Following two straight weeks of training and match cancellations due to heavy wildfire smoke in the air, and with this week’s rain forecast not guaranteeing relief, the League of Indoor baseball has changed its air quality policies.

Previously, any air quality reading in the red zone of the U.S. Environmental Protection Agency’s Air Quality Index – representing a measurement of 151 to 200 – caused mandatory cancellation. of all activities. The red zone is defined as “unhealthy”, with the AQI chart indicating that “some members of the general public may experience health effects; members of sensitive groups may experience more severe health effects.

“Actually, we can’t change the policy mid-season, but we can change the policy,” Interior Baseball League president Jane Bedford said. “There were a lot of parents and a lot of coaches at the meeting and they want to play baseball.”

IBL’s new practice allows for “100% optional” activity – based on the discretion of a parent or guardian – if the AQI is between 151 and 200.

“It made a lot of people happy,” Bedford said.

However, an AQI above 200 (in the purple or brown areas) will result in the cancellation of all baseball activities, with no exceptions for optional or voluntary activities. The decision to continue or cancel all nighttime activities will continue to be made at 4 p.m. each day.

Ironically, on the first day of the new, more flexible policy, Fairbanks’ AQI came in at 143 – in the orange zone – for the first time in two weeks. “IBL activities will proceed as planned on Monday, July 11,” the organization’s social media proclaimed in block letters. “Thanks!”

On Sunday, IBL officials also extended the season to help offset cancellations due to wet fields at the start of summer and smoky conditions over the past two weeks. The Mustang, Bronco and Pony tournaments will take place July 25-29, but additional matches and practices will continue through August 12.

The Fairbanks Youth Soccer Association, which also runs lacrosse and ultimate frisbee programs, continues to monitor the AQI daily on its site.

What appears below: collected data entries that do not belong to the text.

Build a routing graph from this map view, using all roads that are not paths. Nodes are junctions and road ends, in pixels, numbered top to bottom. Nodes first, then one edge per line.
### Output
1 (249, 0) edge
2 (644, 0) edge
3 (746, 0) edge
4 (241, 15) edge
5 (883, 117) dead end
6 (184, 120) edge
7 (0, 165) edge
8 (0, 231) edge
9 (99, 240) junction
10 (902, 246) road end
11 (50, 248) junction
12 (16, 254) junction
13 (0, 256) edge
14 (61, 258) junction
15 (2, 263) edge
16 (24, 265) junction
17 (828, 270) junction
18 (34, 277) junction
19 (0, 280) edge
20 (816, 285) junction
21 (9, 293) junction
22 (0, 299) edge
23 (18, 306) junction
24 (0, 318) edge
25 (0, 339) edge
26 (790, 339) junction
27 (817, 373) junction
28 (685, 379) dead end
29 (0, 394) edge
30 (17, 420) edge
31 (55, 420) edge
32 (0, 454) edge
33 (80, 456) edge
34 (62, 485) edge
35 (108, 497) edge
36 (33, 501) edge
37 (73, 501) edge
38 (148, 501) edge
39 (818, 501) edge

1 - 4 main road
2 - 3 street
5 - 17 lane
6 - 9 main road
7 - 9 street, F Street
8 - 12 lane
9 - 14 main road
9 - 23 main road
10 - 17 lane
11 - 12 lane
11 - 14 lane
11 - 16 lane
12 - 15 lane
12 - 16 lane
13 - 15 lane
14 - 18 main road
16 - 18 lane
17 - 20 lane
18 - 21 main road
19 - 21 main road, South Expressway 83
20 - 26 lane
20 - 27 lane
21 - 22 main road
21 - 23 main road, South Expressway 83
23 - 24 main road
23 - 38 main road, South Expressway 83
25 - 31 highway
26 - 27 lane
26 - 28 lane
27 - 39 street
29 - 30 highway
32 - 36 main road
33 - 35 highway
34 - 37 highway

While 151 is still the level they try to avoid, reading on the spot gives them the flexibility to make the final decision based on actual conditions on the South Davis fields.

The Interior Girls’ Softball Association is still operating under the 150 AQI as its activity limit, but with Monday’s improvement, practices and games were able to resume.

Even adults participating in the Golden Heart Softball Association have been affected by the smoke. GHSA policy is to cancel activities if the AQI reaches 300 or more – the brown level that coordinates with the EPA’s warning of “emergency conditions: everyone is more likely to be affected”. It happened in Fairbanks once this summer.